━━ Supplied material

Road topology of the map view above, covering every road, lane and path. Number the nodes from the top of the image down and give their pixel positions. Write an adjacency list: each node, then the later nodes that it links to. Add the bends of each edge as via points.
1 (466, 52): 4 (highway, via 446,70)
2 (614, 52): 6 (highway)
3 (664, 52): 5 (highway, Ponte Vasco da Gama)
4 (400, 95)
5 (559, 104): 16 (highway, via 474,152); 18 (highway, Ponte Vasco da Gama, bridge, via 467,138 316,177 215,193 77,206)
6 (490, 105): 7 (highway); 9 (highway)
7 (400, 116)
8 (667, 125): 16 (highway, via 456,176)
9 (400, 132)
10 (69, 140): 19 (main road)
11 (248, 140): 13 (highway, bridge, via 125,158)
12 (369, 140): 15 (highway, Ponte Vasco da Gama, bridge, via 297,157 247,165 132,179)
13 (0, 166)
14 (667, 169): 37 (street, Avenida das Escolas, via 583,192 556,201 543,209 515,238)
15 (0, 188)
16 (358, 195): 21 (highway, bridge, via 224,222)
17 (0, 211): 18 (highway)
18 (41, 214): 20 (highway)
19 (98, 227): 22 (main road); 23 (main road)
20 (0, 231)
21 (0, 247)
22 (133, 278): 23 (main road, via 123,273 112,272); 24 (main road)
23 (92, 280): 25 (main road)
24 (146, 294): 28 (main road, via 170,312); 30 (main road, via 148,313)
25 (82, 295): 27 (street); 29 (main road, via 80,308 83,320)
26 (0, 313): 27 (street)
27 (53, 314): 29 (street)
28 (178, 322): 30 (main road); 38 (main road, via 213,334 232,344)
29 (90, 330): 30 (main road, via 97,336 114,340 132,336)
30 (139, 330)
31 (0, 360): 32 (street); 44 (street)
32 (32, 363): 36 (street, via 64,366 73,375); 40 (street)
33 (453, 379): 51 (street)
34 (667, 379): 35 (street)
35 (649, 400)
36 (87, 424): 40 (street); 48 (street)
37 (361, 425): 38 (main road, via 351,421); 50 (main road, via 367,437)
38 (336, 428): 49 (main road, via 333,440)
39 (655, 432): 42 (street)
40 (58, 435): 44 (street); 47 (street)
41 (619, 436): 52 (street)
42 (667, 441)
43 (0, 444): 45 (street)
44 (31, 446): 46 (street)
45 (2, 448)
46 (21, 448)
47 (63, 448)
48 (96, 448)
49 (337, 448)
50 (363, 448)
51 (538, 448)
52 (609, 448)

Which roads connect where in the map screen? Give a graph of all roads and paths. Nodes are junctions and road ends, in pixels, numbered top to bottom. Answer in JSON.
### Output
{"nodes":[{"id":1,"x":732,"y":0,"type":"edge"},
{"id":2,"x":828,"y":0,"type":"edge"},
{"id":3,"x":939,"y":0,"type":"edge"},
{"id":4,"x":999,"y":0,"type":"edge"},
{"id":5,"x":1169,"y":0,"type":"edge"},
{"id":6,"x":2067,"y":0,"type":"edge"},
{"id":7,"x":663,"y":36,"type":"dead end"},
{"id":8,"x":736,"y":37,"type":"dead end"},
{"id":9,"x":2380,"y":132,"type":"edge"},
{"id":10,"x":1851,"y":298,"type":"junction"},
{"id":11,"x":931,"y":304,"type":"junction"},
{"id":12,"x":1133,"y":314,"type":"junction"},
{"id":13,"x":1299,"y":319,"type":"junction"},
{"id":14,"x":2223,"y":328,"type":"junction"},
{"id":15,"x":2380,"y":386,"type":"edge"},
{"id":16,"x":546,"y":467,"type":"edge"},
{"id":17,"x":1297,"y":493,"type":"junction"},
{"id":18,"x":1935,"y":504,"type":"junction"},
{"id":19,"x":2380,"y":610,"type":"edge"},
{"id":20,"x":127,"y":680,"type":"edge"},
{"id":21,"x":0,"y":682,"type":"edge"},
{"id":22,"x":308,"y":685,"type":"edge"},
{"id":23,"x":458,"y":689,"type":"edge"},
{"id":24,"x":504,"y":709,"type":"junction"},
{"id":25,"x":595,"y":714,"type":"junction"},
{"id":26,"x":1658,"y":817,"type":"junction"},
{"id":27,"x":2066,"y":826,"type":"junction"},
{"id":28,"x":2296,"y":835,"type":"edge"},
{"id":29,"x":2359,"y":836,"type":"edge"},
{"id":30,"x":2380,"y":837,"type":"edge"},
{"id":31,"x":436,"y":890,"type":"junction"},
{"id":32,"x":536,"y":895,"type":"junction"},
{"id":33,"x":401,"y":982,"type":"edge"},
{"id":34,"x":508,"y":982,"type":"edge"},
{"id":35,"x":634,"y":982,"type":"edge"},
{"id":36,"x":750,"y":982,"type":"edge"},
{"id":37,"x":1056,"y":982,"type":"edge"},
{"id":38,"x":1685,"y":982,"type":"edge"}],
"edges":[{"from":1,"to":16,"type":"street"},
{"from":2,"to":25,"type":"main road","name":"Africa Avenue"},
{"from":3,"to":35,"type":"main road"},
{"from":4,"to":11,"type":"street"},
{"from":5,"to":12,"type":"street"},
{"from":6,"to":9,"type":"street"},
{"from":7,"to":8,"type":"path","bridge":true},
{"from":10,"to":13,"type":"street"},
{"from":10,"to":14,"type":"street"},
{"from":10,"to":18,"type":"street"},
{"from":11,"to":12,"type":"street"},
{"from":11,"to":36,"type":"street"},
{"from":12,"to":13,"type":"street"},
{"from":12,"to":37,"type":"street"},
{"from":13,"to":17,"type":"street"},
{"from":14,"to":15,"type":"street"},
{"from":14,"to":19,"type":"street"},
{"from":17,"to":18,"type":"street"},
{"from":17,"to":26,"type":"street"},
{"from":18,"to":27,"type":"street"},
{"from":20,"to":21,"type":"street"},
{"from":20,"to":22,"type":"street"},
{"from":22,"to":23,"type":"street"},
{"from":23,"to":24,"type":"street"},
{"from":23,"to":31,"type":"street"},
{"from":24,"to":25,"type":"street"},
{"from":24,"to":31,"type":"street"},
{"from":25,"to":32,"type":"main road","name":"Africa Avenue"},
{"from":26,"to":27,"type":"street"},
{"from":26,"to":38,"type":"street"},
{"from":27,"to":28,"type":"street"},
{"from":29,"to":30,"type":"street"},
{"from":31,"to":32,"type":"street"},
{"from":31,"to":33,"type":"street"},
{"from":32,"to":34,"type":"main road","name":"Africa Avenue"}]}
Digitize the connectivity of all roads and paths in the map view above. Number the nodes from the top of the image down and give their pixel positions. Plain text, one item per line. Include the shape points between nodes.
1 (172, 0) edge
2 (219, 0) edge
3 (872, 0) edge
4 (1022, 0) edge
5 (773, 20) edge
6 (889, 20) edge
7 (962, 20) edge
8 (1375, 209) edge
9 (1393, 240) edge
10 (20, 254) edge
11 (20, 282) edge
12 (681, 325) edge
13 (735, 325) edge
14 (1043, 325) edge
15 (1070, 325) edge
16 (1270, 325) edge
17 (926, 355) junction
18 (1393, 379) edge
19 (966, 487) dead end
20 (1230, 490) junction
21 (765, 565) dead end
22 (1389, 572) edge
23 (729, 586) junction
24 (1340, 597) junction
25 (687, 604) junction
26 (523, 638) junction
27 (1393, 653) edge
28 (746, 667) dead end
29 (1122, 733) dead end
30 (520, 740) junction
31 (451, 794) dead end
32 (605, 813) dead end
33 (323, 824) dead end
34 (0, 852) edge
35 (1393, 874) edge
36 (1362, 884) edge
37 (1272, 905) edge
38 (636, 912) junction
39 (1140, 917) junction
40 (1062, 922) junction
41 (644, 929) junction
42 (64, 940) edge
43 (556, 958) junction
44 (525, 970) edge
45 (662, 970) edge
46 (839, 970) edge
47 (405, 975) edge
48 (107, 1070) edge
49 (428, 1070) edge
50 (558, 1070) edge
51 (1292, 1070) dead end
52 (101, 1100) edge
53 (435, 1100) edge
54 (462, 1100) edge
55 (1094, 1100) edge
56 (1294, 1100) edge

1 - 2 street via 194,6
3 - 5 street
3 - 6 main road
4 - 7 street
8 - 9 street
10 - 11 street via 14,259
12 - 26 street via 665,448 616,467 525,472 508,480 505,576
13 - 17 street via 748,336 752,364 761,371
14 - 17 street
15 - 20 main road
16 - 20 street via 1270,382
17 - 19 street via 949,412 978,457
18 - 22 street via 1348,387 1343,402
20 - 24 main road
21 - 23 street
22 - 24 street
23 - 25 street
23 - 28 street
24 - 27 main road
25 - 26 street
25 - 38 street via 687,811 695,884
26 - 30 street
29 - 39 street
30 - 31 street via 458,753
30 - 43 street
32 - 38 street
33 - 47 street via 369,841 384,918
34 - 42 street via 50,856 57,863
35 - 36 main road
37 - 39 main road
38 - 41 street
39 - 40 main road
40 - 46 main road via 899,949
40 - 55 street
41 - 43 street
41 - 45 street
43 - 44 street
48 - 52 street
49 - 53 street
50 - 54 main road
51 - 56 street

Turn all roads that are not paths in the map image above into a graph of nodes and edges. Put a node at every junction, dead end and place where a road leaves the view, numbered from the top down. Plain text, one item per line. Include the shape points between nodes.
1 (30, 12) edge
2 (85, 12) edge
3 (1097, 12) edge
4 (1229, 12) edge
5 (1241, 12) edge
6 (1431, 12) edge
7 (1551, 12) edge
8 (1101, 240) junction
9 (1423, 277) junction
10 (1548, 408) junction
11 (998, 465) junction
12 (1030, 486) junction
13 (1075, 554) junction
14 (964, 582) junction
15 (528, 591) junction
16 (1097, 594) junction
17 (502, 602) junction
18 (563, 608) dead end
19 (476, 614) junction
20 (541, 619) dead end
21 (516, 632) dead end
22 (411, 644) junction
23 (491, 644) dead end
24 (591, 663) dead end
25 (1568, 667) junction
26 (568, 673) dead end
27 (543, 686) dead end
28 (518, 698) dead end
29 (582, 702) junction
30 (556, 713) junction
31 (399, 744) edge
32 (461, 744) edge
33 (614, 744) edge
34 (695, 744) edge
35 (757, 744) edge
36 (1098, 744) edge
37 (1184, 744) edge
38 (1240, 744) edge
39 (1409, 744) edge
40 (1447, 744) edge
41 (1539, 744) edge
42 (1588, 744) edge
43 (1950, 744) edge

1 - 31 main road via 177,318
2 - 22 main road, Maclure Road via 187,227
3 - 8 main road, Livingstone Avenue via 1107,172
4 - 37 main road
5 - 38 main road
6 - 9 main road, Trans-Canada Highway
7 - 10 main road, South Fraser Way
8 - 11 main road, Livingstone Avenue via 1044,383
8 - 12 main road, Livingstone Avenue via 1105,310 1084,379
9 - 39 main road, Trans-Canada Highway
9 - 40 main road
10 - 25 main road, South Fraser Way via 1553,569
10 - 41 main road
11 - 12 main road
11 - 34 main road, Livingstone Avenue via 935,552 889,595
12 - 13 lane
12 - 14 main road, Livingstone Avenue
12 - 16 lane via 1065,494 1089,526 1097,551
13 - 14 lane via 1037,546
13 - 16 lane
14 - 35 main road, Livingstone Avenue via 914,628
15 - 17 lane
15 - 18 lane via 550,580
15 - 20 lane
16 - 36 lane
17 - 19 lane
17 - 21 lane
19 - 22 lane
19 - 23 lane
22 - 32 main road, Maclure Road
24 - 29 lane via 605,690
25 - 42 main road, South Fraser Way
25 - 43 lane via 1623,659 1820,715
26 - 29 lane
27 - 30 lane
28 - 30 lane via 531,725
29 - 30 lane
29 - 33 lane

━━━━

◆ **What to work on**: The lines to show are those in the data above that include "view".

◆ **Exercise result**:
Road topology of the map view above, covering every road, lane and path. Number the nodes from the top of the image down and give their pixel positions. Write an adjacency list: each node, then the later nodes that it links to. Add the bends of each edge as via points.
Digitize the connectivity of all roads and paths in the map view above. Number the nodes from the top of the image down and give their pixel positions. Plain text, one item per line. Include the shape points between nodes.
Turn all roads that are not paths in the map image above into a graph of nodes and edges. Put a node at every junction, dead end and place where a road leaves the view, numbered from the top down. Plain text, one item per line. Include the shape points between nodes.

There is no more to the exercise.